Denny, the taxi, told me he's only seen that a few times in 35 years.


----------



## silentstalker (Feb 19, 2008)

That bull is absolutely legal in a spike area. The fork has to start above the top of the ear to be illegal. Get him out of the herd! Cool bull!


----------



## nwsteelheader (May 22, 2013)

Here you go, Another goofy spike elk. This bull was very old and was huge... It was shot out of a group of 5 or 6 bulls branch bulls and he was visibly larger (bigger bodied) than any of them. He was shot on an any bull tag.
It was my little brother's first elk. I got to help pack him out and the quarters were massive.


----------



## ccpay (Jul 29, 2008)

I emailed it to dwr a week ago with no reply. I think it's legal!


----------



## ccpay (Jul 29, 2008)

Another pic


----------



## ccpay (Jul 29, 2008)




----------



## ccpay (Jul 29, 2008)




----------



## waspocrew (Nov 26, 2011)

Initially, I was thinking "not legal", but after seeing the other pics, I think he's fair game.
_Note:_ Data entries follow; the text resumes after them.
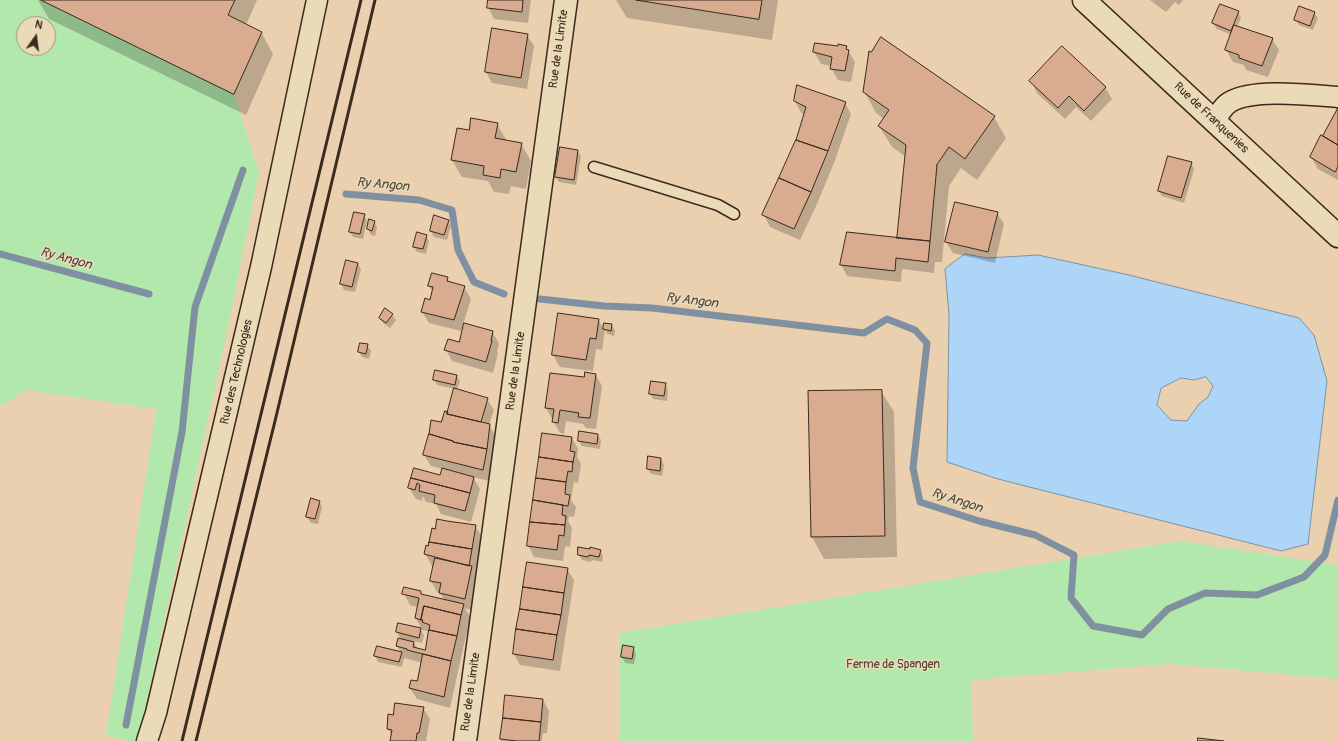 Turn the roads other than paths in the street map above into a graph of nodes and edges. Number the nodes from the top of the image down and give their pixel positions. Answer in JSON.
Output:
{"nodes":[{"id":1,"x":317,"y":0,"type":"edge"},
{"id":2,"x":566,"y":0,"type":"edge"},
{"id":3,"x":1084,"y":0,"type":"edge"},
{"id":4,"x":1338,"y":97,"type":"edge"},
{"id":5,"x":1214,"y":121,"type":"junction"},
{"id":6,"x":594,"y":167,"type":"dead end"},
{"id":7,"x":734,"y":214,"type":"dead end"},
{"id":8,"x":1338,"y":236,"type":"edge"},
{"id":9,"x":148,"y":741,"type":"edge"},
{"id":10,"x":464,"y":741,"type":"edge"}],
"edges":[{"from":1,"to":9,"type":"street","name":"Rue des Technologies"},
{"from":2,"to":10,"type":"street","name":"Rue de la Limite"},
{"from":3,"to":5,"type":"street","name":"Rue de Franquenies"},
{"from":4,"to":5,"type":"street"},
{"from":5,"to":8,"type":"street","name":"Rue de Franquenies"},
{"from":6,"to":7,"type":"lane"}]}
It's a close call - I don't know if I'd shoot, but I'm sure if I had anyone of you guys whispering in my ear, I'd let some lead fly! :grin:


----------



## JuddCT (Sep 7, 2007)

I'd find the CO for the area and get his opinion. He is the one that will make the initial call. Good luck!


----------



## mack1950 (Sep 11, 2007)

but the proclamation its a legal but but he is not a yearling I ran across a situation like this in the past and as long as there no points above his ears which there is none he is legal there is no mention as to how long a point has to be so he could have a 14 inch brow and beeze and as long as the beeze did not start above the ear he s legal sure not what is shows in the proclamation but that's there diffenation as a legal bull


----------



## USMARINEhuntinfool (Sep 15, 2007)

That is a legal spike in Utah, so long as the branching occurs, meaning that the base of the branch, is within the bounds of the ear, meaning that the tip of the ear is further along the antler than the branch, it is legal to take in a spike unit. Confusing enough?


----------



## TEX-O-BOB (Sep 12, 2007)

Let the air outa him. If Goofy says it's legal then it has to be so... He IS the elk authority here in Utah!:mrgreen:

Besides, that genetic crap needs to be weeded out of the gene pool! (might be an old injury also)


----------



## KineKilla (Jan 28, 2011)

I'd drop it, and then let the CO decide. If he gave me a ticket it would be easy enough to appeal and defend in court. That way he could feel like he did his job and I could easily show that the proclamation as written makes it legal in a spike only area.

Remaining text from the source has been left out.